The government in the 16 June amendment vote offered the rebels some concessions, promising not to hold the referendum on 5 May 2016, when the devolved Scottish and Welsh parliaments hold their elections.

Europe minister David Lidington also pledged the government would limit the amount of public money it would spend on its campaign.

But the last-minute shift reportedly failed to convince 27 Tories, who voted against the government and for Cash's amendment at the bill's committee stage.

Sir Liam Fox MP, a former defence secretary and leading eurosceptic, said: "It is unseemly at best for the executive to exempt itself from the legal, electoral and constitutional arrangements that it finds inconvenient during any electoral process."

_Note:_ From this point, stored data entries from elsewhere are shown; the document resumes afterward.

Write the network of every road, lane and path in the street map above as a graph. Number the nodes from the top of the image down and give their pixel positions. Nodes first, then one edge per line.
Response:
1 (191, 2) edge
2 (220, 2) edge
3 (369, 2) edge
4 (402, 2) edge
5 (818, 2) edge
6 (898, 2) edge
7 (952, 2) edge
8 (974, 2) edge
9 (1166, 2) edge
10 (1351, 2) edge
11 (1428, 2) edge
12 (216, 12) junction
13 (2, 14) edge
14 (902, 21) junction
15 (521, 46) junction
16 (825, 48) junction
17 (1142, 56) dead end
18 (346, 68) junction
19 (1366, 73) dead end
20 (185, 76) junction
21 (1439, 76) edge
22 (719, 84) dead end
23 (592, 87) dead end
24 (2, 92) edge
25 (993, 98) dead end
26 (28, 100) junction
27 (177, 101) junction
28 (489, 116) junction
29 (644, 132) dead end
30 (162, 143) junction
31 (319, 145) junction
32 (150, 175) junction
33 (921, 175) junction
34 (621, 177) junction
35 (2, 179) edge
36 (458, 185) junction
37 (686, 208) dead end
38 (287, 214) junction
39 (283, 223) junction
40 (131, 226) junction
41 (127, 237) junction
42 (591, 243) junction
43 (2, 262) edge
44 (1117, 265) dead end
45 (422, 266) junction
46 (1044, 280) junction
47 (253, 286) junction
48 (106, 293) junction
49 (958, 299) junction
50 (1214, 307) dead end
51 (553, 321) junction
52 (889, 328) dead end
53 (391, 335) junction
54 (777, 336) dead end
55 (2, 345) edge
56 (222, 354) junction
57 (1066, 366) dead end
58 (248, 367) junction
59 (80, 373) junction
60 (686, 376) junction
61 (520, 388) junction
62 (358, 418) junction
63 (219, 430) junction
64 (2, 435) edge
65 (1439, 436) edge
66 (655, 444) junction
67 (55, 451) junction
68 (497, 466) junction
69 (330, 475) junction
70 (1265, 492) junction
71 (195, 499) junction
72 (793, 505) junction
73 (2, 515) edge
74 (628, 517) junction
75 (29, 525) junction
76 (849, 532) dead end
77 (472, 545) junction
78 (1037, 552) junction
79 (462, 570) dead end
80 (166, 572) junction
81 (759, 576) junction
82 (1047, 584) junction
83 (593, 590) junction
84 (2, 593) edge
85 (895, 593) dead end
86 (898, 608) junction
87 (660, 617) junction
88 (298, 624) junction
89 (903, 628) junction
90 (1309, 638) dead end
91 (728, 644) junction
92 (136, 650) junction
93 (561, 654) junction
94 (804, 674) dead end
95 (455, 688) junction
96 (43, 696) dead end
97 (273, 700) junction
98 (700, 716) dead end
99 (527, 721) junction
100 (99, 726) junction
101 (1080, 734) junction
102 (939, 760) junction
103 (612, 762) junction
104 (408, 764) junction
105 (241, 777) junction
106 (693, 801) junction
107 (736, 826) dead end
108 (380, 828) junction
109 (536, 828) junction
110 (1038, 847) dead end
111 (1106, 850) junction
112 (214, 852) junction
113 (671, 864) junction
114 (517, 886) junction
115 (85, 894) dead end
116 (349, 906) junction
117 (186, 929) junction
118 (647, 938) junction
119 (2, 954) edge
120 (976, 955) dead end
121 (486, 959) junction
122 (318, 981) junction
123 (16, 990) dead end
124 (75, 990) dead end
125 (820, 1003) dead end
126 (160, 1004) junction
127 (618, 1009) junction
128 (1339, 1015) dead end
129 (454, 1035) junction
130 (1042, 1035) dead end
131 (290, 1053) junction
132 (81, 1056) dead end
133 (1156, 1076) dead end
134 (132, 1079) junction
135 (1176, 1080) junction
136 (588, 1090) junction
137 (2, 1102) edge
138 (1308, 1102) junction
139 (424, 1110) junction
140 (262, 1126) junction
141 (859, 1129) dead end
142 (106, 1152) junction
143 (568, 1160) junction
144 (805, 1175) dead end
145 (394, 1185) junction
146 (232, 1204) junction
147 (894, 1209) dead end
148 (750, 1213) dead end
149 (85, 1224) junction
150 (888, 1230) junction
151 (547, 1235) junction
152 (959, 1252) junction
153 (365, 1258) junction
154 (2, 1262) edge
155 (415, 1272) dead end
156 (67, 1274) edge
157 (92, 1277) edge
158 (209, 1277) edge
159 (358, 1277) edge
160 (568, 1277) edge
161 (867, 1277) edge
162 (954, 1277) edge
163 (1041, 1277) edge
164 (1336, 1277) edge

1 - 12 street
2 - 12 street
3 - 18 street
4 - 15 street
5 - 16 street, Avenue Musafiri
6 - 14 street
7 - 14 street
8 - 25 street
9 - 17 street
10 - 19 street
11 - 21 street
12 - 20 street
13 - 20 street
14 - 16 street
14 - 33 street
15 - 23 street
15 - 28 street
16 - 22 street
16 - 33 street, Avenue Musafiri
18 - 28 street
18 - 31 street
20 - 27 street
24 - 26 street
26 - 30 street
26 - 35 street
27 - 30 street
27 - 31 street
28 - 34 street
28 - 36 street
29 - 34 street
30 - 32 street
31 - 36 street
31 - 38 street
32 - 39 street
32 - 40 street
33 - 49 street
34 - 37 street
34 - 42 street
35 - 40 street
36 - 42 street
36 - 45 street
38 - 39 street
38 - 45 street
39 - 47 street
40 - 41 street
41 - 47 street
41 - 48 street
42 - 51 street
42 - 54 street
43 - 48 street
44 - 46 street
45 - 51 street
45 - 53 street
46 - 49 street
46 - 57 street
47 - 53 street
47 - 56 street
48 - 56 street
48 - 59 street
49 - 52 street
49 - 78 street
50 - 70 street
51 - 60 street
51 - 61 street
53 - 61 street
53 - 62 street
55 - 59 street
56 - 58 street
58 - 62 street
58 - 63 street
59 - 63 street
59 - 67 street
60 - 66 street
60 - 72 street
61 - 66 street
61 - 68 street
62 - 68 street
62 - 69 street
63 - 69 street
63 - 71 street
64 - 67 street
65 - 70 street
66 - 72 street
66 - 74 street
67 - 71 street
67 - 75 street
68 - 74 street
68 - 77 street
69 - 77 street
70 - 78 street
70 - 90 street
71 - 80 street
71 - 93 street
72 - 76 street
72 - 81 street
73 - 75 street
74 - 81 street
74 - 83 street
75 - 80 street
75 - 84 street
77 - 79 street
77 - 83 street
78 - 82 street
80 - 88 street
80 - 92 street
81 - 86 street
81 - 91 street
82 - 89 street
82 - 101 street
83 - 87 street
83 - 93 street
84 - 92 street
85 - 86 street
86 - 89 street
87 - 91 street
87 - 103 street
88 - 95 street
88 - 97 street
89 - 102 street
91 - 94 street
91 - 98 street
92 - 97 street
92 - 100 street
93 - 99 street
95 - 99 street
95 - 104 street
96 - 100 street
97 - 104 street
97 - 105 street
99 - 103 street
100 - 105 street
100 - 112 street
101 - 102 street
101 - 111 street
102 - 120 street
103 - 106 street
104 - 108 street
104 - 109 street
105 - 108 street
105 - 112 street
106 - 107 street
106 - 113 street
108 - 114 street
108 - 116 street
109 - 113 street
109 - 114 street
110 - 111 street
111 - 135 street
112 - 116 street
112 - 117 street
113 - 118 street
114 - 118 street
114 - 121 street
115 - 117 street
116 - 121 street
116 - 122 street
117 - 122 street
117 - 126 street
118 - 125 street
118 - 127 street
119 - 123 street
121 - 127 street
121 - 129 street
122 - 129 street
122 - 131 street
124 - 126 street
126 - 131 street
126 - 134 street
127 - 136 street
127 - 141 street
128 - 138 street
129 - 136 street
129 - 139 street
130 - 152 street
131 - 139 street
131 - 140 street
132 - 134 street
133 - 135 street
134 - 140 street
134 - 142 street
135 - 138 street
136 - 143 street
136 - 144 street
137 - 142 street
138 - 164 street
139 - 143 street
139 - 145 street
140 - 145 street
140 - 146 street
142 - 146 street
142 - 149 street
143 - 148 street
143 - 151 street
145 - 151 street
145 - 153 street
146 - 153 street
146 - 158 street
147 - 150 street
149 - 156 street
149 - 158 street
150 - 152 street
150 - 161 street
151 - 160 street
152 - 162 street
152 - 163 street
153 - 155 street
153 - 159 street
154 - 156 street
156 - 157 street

However, the plot to undermine Cameron failed as 288 MPs voted against the amendment and just 97 backed it.

Labour wanted the government to detail what it would publish ahead of the referendum and abstained, helping the government secure a majority.

Ukip leader and eurosceptic firebrand Nigel Farage reacted angrily to the result on Twitter. He said: "In a country that believes in fair play, the government's removal of purdah during the EU referendum campaign is a disgrace." He later called the Tory eurosceptics "gutless, spineless and useless".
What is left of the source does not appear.